View of Yaounde, capital of Cameroon

A country in crisis Deepening conflicts

At present, Cameroon is going through a deep domestic crisis. Conflicts in the English-speaking Northwest and Southwest Regions and in the Far North Region are posing a threat to the country's stability, and also to development cooperation projects.

Conflict in the Anglophone parts of the country

Some 20 per cent of Cameroon's people are living in the two English-speaking regions in the country's western part. Many of them feel that the central government is discriminating against them in the areas of politics, public authorities, the justice system, and education. In late 2016, what started as peaceful rallies turned into violent clashes between separatist groups and government security forces.
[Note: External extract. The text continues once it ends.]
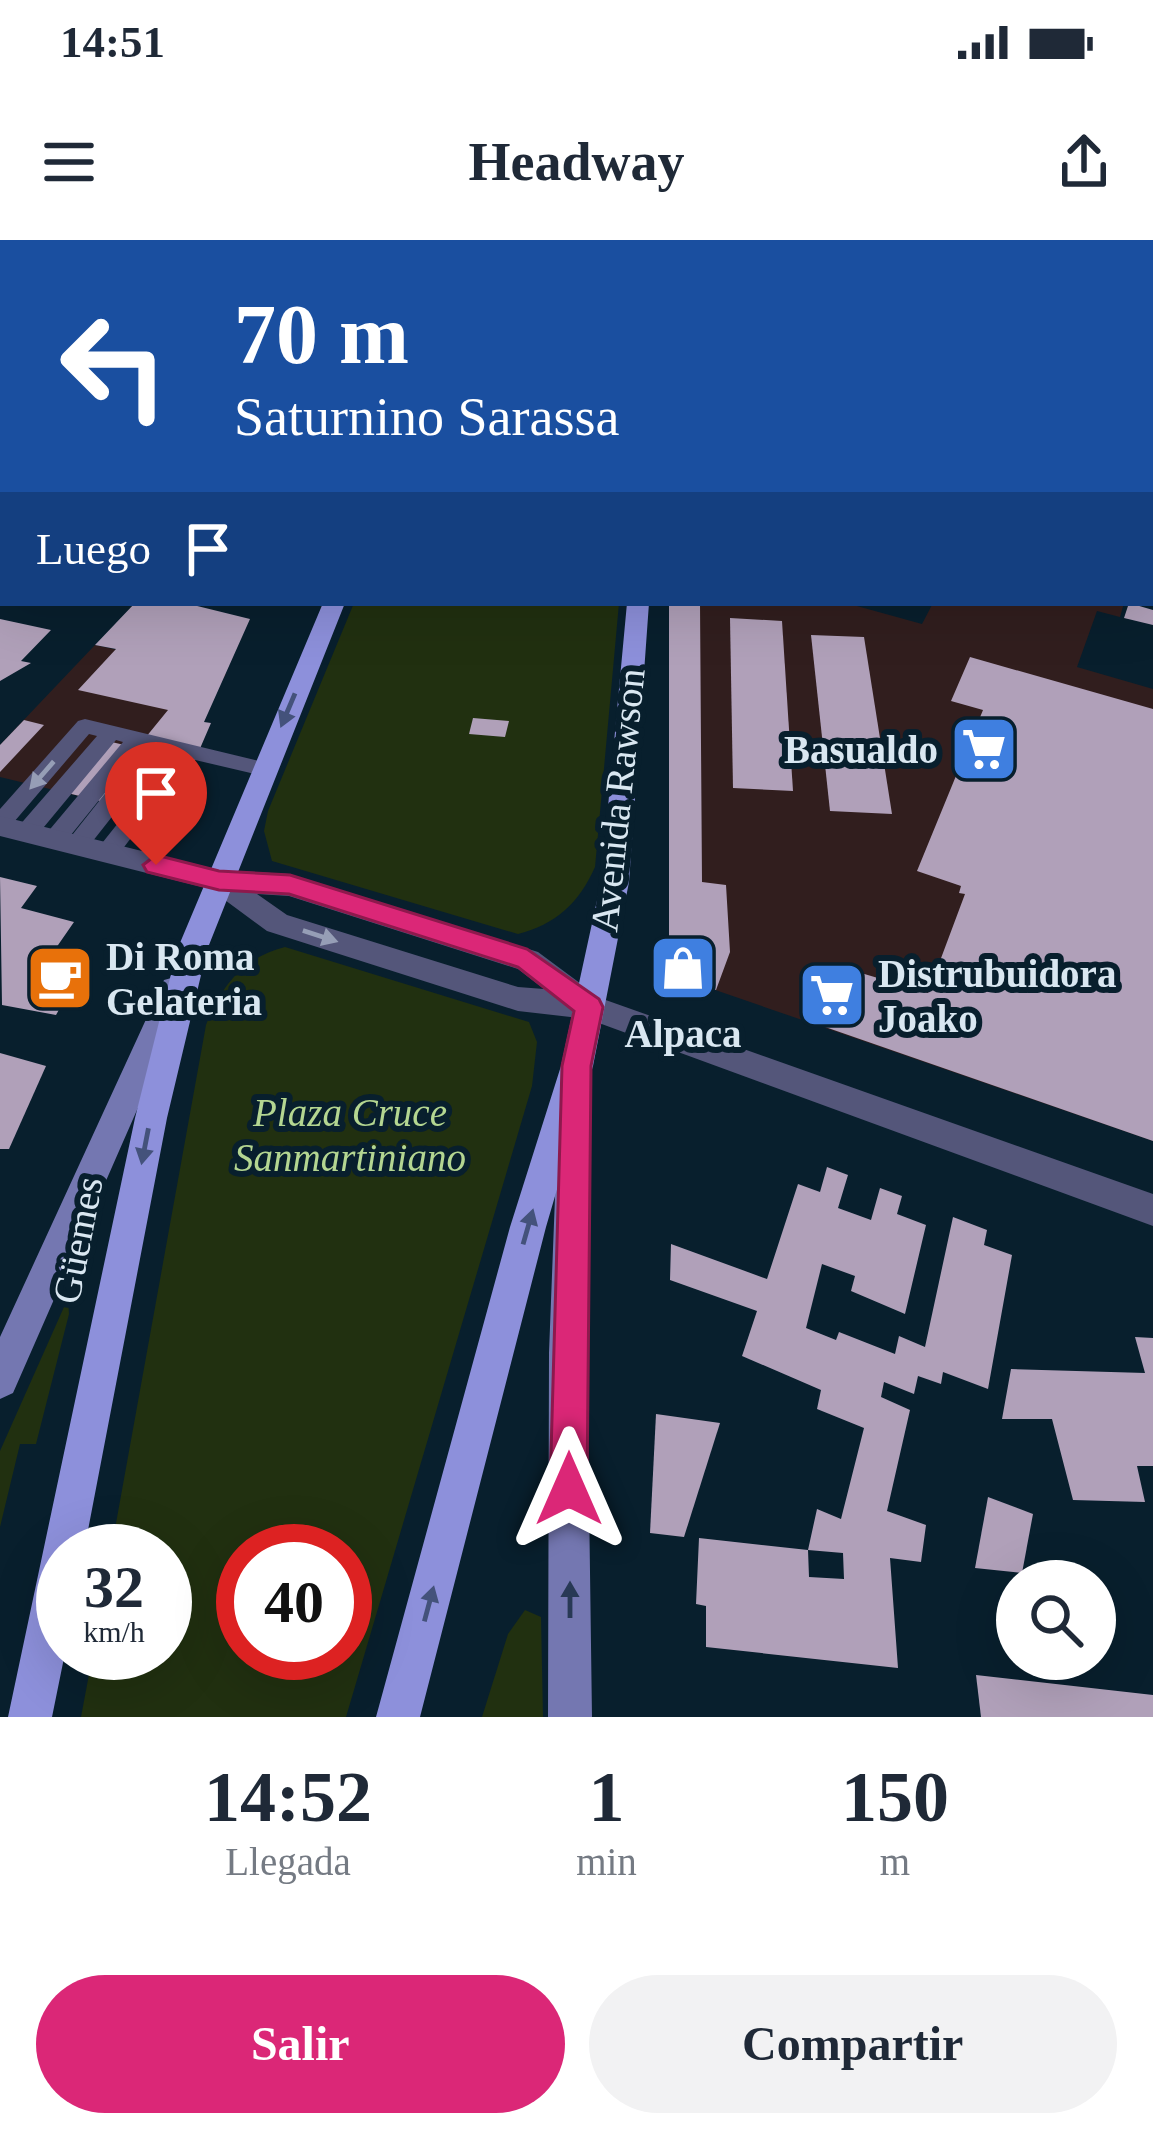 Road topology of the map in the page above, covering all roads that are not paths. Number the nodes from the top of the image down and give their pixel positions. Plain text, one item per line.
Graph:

The conflict has since continued to deepen. There have been massive human rights violations and numerous casualties.

The government under President Biya refuses to enter into negotiations on the constitutional status of the regions or on the introduction of a federal system. The humanitarian situation in the regions in question has deteriorated significantly. According to the United Nations, around one million people have so far been displaced from the Southwest Region and the Northwest Region to other parts of the country (as at December 2020).

Terrorism in the North

In the Far North Region, too, the security situation has deteriorated. While Cameroon formed a multinational force (Multinational Joint Task Force, MNJTF) together with Nigeria, Niger, Chad and Benin, which has successfully contained the military activities of the Boko Haram terrorist group, the number of suicide attacks on Cameroonian territory has increased significantly since the first half of 2017.